A couple more quinoa facts: It's another ancient New World food, considered the "mother of all grains" by Incan civilizations, and it has very high protein content. The grains are coated with saponins, a bitter protective coating that can be removed by soaking and rinsing.
Quinoa and Mushroom Stuffed Zucchini
1 cup quinoa
2 cups chicken stock (optional)
1/3 cup pinenuts
4 zucchini, cut in half along their length
4 large garlic cloves, minced
2 medium shallots, chopped
Stems of three large portabella mushrooms, chopped
Fresh sage leaves
Fresh or dried thyme leaves
Salt and pepper
1 cup whole-milk ricotta
Rinse the quinoa repeatedly in a fine mesh strainer. Let drain. Toast the drained quinoa in a hot pan over medium heat for about five minutes, or until it smells nutty.
Bring two cups of water to boil in a medium saucepan. Or, if you're not making a vegetarian dish, use chicken stock. Add a pinch of salt and the toasted quinoa. Cover tightly, lower the heat to simmer and cook for about 20 minutes.
While the quinoa is steaming, use the same skillet you toasted the quinoa in to carefully toast the pinenuts. These burn easily so shake the pan often and watch closely! They should be golden brown and toasted when you're through. Set aside.

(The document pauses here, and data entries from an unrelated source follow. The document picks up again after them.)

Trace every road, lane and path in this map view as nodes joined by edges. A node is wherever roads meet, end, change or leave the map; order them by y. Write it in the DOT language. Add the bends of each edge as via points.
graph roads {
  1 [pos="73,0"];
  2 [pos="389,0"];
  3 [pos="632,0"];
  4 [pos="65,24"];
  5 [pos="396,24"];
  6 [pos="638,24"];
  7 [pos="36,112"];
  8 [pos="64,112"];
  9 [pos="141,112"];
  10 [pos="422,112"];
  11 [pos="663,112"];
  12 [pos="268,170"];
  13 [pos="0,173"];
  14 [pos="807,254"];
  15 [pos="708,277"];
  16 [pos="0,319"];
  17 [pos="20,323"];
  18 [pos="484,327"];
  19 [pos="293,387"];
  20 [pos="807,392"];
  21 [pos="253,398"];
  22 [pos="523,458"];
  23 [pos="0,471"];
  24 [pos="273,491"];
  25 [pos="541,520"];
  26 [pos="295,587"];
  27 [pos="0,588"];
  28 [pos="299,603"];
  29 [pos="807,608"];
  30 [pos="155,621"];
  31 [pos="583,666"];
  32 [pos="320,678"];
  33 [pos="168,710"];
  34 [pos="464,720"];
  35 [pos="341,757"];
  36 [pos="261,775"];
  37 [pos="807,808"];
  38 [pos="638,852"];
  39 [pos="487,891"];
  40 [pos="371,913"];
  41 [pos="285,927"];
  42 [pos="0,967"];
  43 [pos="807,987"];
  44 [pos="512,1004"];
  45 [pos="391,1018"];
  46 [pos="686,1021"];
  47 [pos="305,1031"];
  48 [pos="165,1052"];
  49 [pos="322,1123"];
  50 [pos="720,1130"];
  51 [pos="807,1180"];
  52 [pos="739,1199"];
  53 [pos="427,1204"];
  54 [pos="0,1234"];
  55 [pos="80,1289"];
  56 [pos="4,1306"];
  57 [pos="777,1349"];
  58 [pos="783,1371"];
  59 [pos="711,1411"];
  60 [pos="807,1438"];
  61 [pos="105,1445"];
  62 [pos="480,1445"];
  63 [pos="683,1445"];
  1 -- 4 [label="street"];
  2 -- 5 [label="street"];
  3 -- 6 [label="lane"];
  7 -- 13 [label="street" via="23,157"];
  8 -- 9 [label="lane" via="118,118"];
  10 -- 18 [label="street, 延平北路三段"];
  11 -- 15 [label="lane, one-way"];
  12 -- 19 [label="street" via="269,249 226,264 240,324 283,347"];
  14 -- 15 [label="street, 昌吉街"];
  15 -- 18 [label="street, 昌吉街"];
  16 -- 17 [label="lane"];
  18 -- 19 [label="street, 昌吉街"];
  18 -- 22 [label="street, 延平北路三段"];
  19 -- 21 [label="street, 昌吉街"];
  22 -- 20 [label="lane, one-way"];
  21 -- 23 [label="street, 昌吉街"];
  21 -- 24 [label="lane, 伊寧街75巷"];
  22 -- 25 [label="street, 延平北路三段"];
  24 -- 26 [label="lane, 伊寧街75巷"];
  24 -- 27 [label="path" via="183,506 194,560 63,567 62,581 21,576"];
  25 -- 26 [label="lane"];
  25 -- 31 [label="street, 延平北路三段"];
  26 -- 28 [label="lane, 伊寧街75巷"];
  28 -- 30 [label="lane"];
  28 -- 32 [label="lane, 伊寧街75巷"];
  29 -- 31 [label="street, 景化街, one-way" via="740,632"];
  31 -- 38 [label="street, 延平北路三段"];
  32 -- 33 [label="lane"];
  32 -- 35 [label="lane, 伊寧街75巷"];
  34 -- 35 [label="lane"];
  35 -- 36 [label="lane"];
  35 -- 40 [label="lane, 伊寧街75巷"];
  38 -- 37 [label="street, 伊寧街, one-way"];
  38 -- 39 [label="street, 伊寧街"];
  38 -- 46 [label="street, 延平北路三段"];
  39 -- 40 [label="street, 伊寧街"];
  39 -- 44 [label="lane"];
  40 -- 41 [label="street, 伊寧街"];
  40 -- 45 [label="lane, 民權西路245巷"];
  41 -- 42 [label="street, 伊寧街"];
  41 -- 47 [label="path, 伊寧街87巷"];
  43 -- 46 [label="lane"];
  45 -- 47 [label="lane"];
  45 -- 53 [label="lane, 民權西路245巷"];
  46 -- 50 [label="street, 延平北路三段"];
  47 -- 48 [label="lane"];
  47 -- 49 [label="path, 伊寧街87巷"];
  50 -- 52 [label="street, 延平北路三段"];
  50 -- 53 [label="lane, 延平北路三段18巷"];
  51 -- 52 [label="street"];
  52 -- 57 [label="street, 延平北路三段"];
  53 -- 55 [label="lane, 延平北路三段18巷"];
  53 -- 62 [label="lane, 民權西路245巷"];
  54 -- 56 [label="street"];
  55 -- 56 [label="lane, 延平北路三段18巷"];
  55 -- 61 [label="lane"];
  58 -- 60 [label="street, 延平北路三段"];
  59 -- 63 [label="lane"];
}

Heat oven to 350° F. Scrape out and reserve the insides of the zucchini, leaving about half an inch of flesh inside. Put the hollowed out zucchini on a cookie sheet in the oven for about 20 minutes or until softened and tender.
Chop or shred the zucchini innards. Mince the garlic, shallots, and mushroom stems. Chop the herbs and set aside. Heat a heavy skillet over medium heat with a little olive oil. Sauté the garlic and shallots until golden, then add the zucchini and chopped portabella stems, along with the herbs. Sauté, stirring often, until most of the zucchini's moisture has evaporated and the mushroom stems are tender. Add the herbs and season to taste. Remove from the heat and cool.
When the quinoa finishes cooking it should be soft yet nutty. Fluff with a fork and put in a large bowl. Add the ricotta, cooked zucchini, quinoa and pinenuts. Stir well and add salt and pepper to taste. Your stuffing is now ready.
Heap the stuffing in the cooked zucchini shells. Sprinkle some fresh Parmesan on top of each then return to the oven for about 5 minutes to rewarm. Serve immediately.